The intelligence contacts Caitlin via email and wishes her a happy birthday. It thanks her for helping it to learn and invites her to communicate with it through instant messenger. She asks it what she should call it, and the intelligence replies "Webmind". Webmind and Caitlin decide to go forwards together.

==Development==
Wake was conceptualized on 10 January 2003, when Sawyer said in his diary "Wrote 300 words explaining how I was going to expand Shed Skin into a novel to be called Skins, and, after wracking my brain for a couple of hours, came up with an idea that I liked for a second novel: consciousness emerges on the World Wide Web. Admittedly, not completely original (Clarke's short story Dial F for Frankenstein comes to mind), but I checked on Amazon.com and Google, and couldn't find any book that had actually done this." It was planned as a single novel, but was later expanded into a trilogy.

==Themes==
Sawyer noted that Wake contains themes of "the nature of perception and how it shapes our view of reality; how much humans are in fact programmed by evolution, and whether humanity can overcome that programming; and what, if any, value consciousness has." He added that he was "very interested in trying to find a new synthesis, a new approach to the question of what happens once something more intelligent than we are emerges here. Is there a way out of the standard science-fictional paradigm that has us subjugated or wiped out, as seen in The Matrix and The Terminator, and going all the way back to Colossus: The Forbin Project and before? Is there a compelling argument to be made for us being able to continue, with our essential humanity intact, once true AI is on the scene?"

==Release==
Wake was serialized in the November 2008, December 2008, combined January–February 2009, and March 2009 issues of Analog Science Fiction and Fact magazine. It was published in April 2009 by Penguin Canada's Viking imprint. In the United States it was released under the title WWW: Wake. The book was followed by two sequels, Watch (2010) and Wonder (2011).

An unabridged audiobook was released by Audible Frontiers on 7 April 2009, coinciding with the date of American publication.
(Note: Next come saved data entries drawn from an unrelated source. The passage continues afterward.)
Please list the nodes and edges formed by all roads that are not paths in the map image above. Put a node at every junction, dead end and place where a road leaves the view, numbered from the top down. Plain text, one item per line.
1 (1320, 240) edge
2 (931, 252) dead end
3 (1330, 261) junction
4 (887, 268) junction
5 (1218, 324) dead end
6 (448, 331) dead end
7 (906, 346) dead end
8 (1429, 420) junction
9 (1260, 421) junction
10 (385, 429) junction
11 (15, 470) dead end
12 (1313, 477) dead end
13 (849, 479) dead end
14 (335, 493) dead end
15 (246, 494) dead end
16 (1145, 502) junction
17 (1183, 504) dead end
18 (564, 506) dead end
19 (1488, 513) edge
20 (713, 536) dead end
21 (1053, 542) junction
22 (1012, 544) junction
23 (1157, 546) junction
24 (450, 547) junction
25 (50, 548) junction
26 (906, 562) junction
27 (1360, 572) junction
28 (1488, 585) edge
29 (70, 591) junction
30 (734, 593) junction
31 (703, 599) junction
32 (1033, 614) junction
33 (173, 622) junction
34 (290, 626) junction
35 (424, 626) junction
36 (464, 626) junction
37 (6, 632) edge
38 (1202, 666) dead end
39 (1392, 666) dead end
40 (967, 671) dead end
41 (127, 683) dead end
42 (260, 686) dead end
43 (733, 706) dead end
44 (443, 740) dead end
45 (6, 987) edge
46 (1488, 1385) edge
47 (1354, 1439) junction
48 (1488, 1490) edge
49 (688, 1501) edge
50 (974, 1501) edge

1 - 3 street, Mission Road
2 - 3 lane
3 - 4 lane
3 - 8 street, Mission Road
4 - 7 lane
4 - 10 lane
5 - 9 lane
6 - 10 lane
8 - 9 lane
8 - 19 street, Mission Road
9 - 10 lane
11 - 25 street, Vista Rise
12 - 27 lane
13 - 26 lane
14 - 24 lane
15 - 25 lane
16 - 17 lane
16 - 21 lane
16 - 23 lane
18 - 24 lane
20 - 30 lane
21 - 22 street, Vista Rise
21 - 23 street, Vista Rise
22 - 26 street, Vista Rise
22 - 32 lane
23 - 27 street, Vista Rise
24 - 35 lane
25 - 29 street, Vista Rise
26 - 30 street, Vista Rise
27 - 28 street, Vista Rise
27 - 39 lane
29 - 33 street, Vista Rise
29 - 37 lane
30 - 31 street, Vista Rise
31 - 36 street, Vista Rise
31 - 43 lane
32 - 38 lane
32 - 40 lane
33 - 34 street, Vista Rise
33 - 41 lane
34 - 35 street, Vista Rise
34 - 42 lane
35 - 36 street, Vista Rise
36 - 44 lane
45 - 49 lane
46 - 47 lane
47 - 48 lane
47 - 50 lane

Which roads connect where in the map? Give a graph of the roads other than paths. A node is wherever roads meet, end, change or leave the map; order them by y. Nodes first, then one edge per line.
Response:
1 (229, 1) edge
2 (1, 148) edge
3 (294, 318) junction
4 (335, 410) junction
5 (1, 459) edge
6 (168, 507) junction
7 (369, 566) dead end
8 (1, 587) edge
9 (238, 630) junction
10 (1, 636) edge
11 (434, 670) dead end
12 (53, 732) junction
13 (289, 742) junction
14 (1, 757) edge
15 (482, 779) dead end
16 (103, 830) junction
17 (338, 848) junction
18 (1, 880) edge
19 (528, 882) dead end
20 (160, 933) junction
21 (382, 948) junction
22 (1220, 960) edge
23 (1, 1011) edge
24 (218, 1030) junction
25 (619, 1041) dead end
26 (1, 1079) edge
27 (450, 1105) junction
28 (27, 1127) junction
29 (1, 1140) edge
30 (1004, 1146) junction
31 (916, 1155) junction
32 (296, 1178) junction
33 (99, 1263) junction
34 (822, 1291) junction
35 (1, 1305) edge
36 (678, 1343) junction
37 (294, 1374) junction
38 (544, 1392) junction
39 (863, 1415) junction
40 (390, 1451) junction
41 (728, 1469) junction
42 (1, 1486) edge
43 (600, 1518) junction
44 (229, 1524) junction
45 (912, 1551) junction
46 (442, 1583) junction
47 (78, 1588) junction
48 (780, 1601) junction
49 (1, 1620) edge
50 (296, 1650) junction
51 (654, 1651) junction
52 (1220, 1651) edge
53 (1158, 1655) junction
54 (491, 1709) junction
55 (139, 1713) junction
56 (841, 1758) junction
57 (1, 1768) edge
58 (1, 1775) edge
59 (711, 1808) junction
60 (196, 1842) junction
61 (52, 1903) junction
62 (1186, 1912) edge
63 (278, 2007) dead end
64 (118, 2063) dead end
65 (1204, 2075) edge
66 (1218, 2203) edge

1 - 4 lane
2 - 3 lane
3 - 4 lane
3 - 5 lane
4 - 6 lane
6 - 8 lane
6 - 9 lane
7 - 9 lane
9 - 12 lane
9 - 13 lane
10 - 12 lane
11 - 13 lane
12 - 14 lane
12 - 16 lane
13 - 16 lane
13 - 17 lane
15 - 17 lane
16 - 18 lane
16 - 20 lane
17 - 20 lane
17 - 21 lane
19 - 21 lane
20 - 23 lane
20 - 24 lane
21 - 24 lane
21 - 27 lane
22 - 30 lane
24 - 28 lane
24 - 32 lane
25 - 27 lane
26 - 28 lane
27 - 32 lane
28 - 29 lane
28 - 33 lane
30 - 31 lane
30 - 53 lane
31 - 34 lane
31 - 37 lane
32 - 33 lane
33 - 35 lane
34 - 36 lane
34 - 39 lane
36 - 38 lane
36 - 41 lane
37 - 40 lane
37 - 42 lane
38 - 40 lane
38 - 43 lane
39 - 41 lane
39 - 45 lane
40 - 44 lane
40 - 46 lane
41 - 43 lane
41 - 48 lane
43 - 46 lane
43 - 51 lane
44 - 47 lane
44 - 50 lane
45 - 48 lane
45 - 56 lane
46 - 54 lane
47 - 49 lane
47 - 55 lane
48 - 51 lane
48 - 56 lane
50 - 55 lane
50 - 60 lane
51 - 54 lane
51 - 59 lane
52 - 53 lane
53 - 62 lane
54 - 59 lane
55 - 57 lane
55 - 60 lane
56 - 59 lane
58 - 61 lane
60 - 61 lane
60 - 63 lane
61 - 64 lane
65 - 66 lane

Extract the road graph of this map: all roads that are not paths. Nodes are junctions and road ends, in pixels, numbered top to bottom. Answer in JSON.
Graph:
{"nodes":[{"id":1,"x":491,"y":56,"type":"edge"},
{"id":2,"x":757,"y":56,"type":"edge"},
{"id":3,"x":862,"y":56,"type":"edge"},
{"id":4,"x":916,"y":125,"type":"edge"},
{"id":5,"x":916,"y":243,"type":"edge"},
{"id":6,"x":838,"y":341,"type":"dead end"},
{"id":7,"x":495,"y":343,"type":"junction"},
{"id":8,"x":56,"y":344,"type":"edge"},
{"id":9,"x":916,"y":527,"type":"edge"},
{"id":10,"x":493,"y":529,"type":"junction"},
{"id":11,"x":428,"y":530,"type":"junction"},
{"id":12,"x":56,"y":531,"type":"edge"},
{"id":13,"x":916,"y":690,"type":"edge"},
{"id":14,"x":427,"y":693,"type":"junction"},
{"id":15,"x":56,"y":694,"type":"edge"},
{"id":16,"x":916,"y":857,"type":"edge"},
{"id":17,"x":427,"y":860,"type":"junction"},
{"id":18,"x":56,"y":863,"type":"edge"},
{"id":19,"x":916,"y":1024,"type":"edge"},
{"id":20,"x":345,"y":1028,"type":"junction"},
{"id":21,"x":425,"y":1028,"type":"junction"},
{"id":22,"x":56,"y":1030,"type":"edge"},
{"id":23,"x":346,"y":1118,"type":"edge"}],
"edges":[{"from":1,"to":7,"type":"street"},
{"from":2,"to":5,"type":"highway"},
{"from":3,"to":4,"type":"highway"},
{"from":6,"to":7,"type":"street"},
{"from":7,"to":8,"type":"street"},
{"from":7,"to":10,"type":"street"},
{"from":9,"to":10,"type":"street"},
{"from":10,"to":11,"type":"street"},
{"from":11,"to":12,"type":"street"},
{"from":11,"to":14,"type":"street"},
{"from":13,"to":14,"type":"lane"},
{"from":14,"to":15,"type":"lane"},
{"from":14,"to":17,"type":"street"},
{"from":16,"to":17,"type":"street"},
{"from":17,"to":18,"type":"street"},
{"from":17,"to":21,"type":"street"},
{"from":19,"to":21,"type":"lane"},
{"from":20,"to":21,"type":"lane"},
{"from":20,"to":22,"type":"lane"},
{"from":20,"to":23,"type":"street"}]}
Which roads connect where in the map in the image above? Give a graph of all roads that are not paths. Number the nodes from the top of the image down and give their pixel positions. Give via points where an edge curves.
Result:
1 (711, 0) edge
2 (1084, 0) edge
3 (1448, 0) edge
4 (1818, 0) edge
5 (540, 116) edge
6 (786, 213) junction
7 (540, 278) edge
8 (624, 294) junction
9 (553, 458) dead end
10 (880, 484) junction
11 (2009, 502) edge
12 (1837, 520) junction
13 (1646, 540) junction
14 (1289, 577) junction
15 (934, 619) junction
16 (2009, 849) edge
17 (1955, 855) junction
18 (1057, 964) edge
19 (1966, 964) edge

The Wake audiobook has a runtime of 12 hours and 13 minutes. The voice cast includes Jessica Almasy, Jennifer Van Dyck, A.C. Fellner, Marc Vietor, and Robert J. Sawyer.

==Reception==
Critical reception for Wake has been mostly positive. The SF Site praised the novel overall, but commented that the character of Caitlin was "too perfect" at times. SF Signal also wrote a positive review and stated that although they felt that the explanation of Webmind's existence was overly long, the novel as a whole was exemplary. The Globe and Mail was more mixed in their review, as they felt that several parts of the novel were awkward and that while they did enjoy the book, "none of the characters feel fully formed yet, though hopefully this will change with the next two books of the trilogy."